----- Information shown
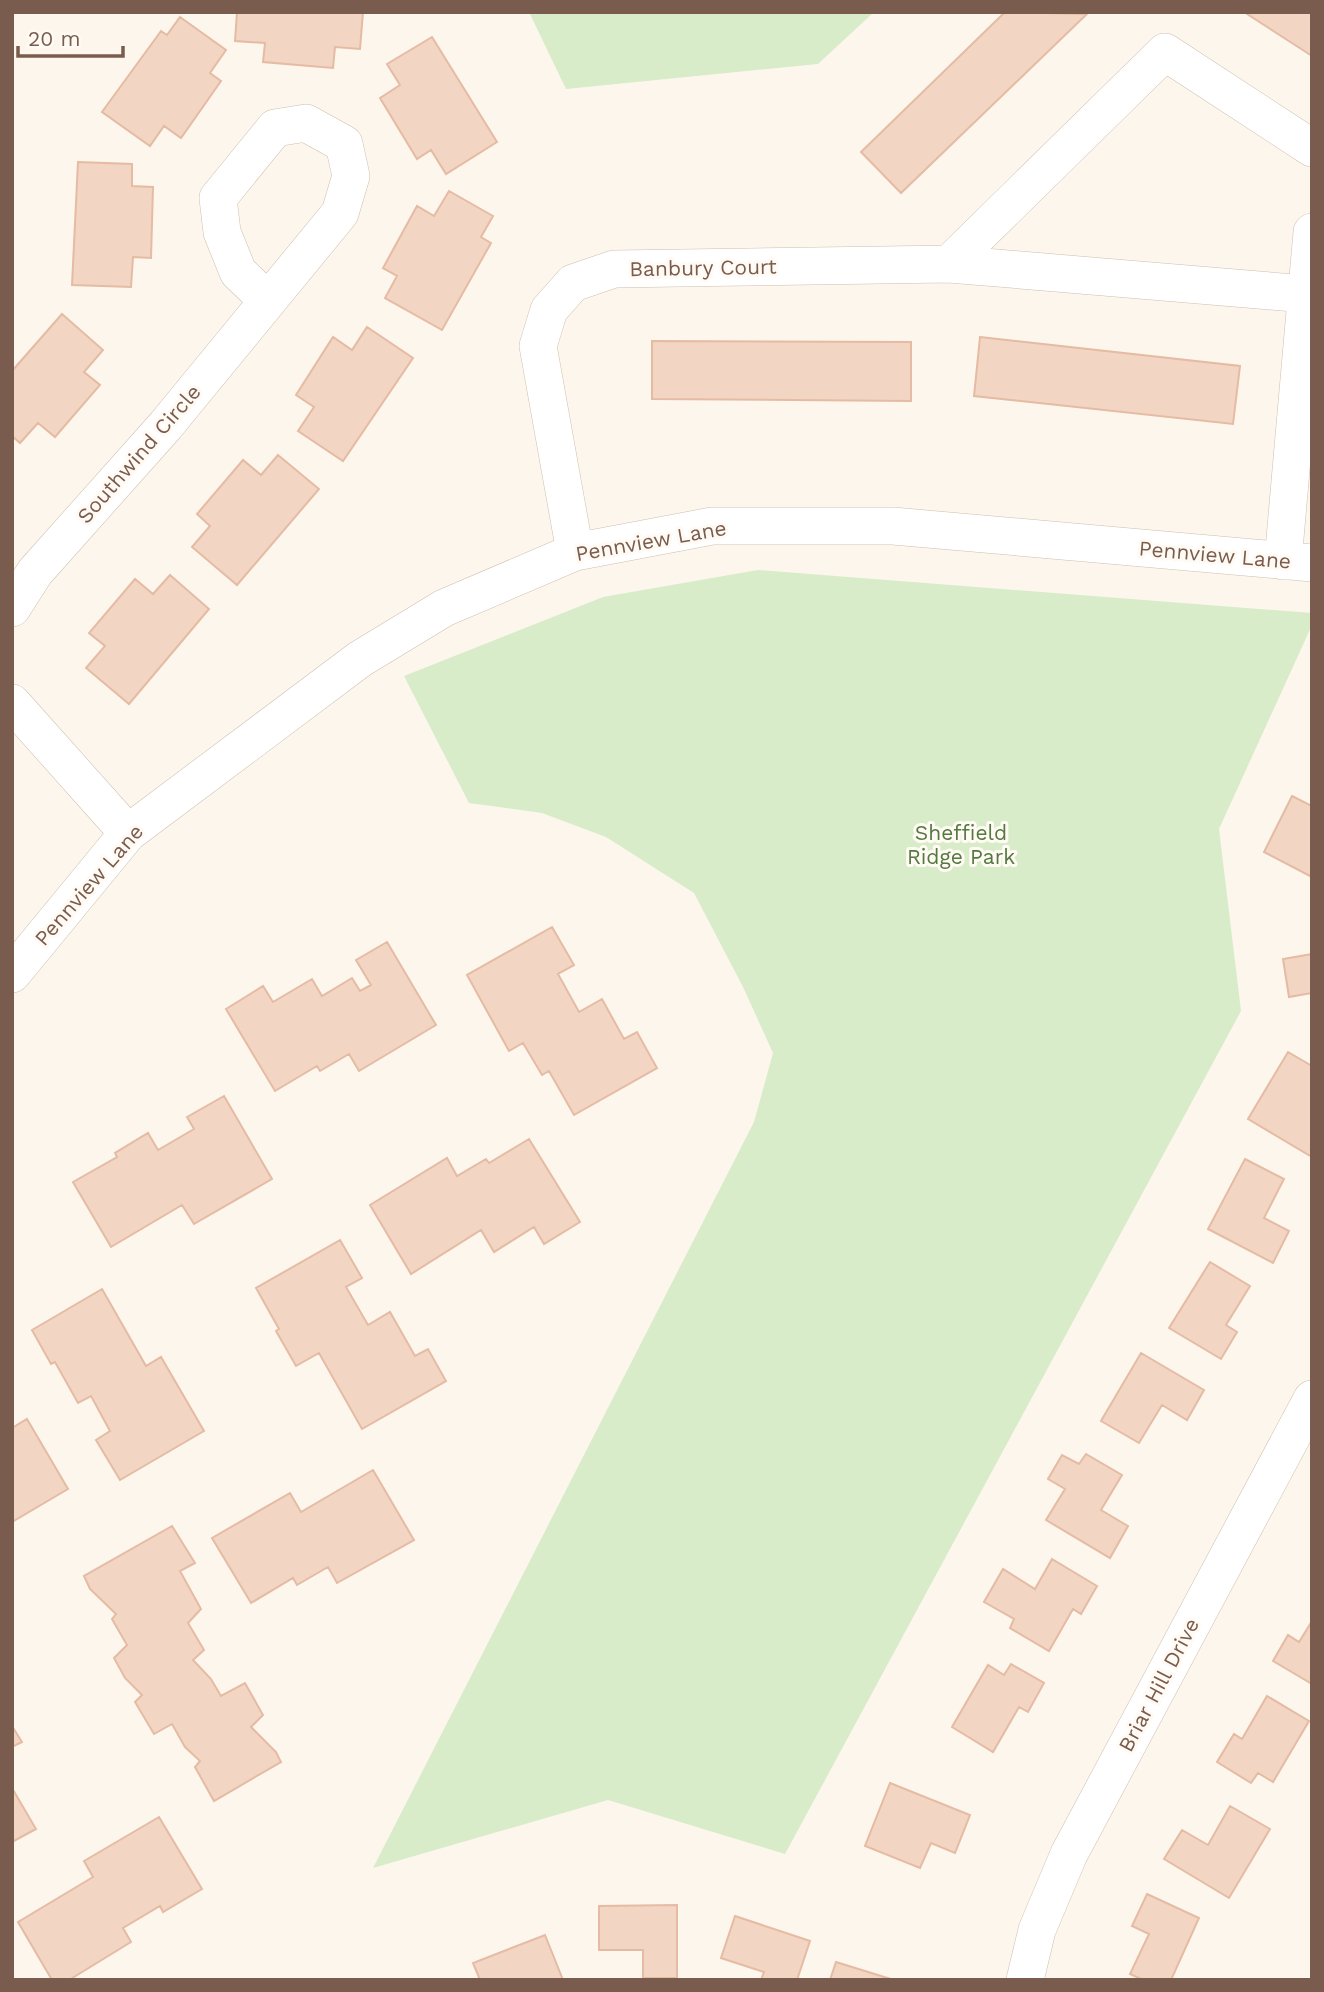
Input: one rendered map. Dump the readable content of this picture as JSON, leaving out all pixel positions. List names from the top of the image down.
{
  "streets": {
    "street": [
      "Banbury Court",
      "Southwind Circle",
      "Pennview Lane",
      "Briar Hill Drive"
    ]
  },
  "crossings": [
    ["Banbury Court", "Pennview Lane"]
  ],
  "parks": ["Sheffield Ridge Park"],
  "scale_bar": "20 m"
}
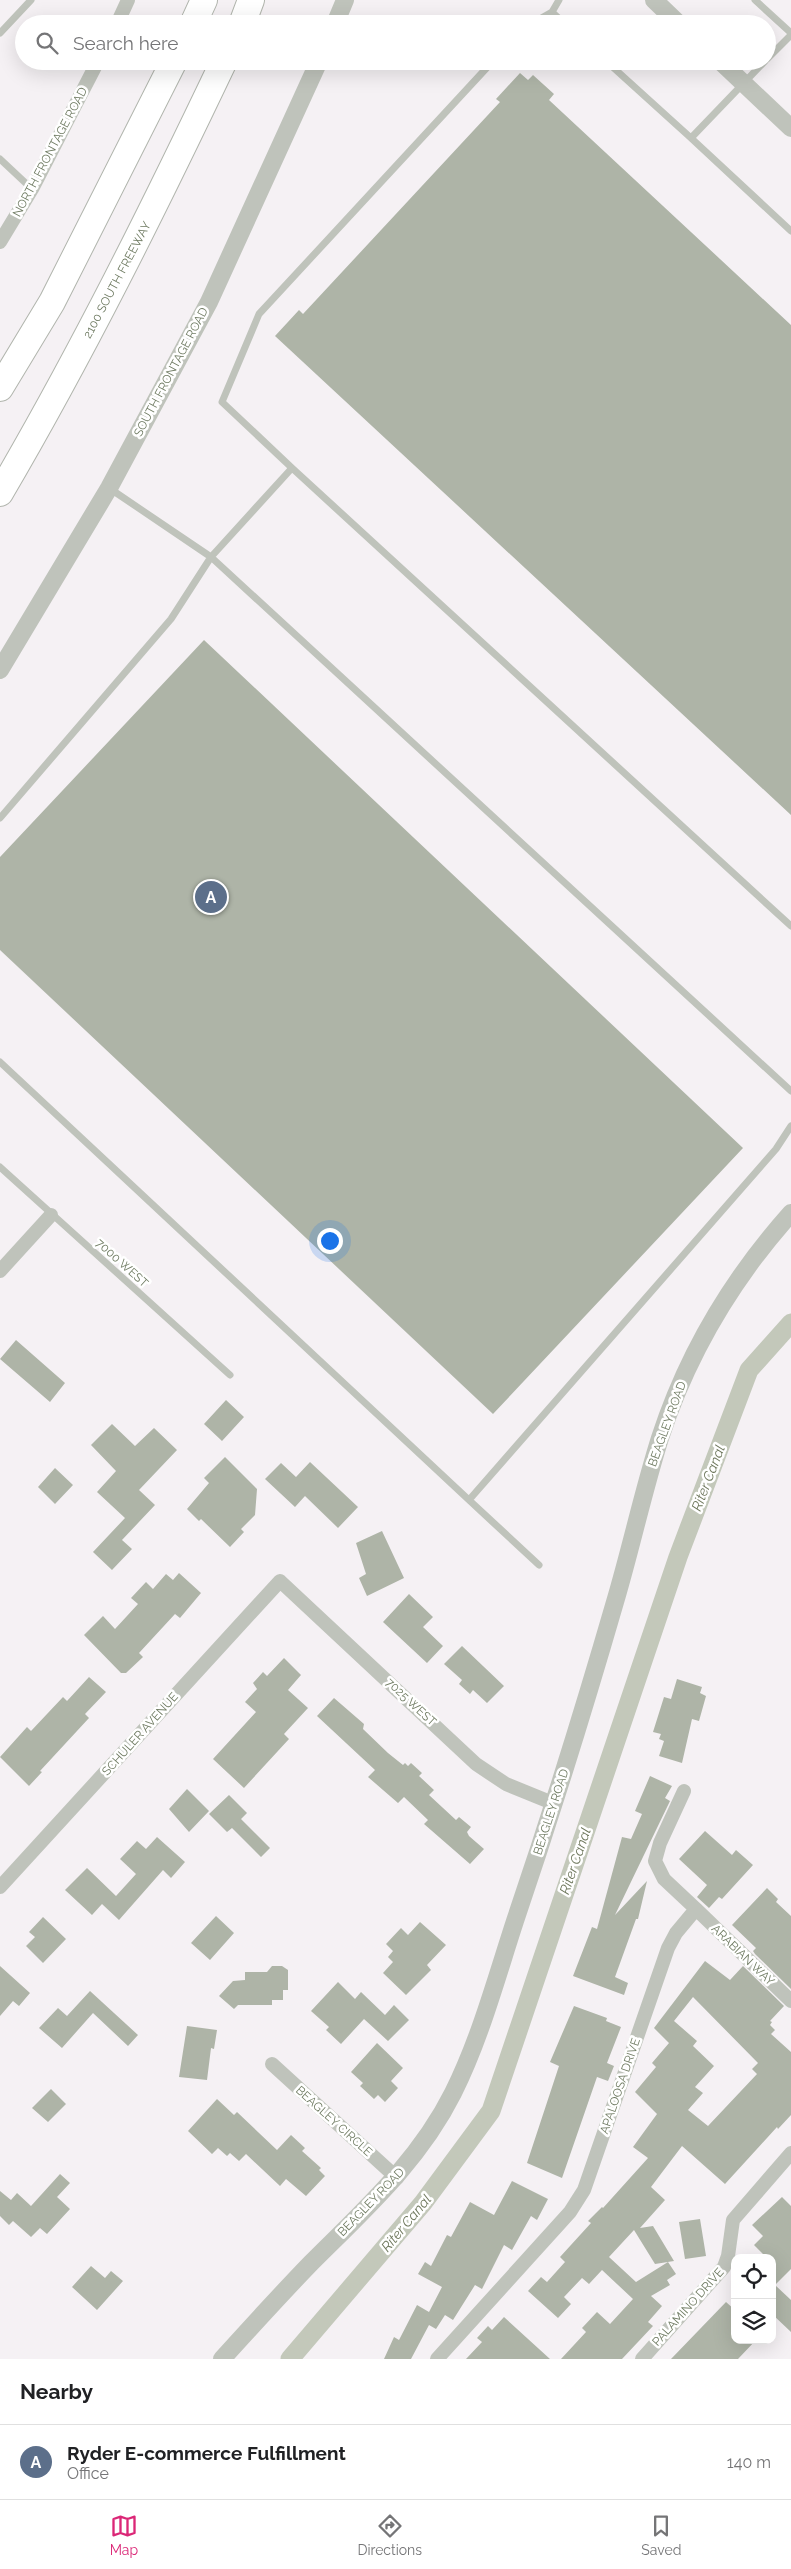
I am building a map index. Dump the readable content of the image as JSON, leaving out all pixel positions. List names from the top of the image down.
----------
Assigned task =
All of the entries above should be retyped exactly, with the pictures left out.

Solution to this task =
Input: one rendered map. Dump the readable content of this picture as JSON, leaving out all pixel positions. List names from the top of the image down.
{
  "streets": {
    "street": [
      "Banbury Court",
      "Southwind Circle",
      "Pennview Lane",
      "Briar Hill Drive"
    ]
  },
  "crossings": [
    ["Banbury Court", "Pennview Lane"]
  ],
  "parks": ["Sheffield Ridge Park"],
  "scale_bar": "20 m"
}
I am building a map index. Dump the readable content of the image as JSON, leaving out all pixel positions. List names from the top of the image down.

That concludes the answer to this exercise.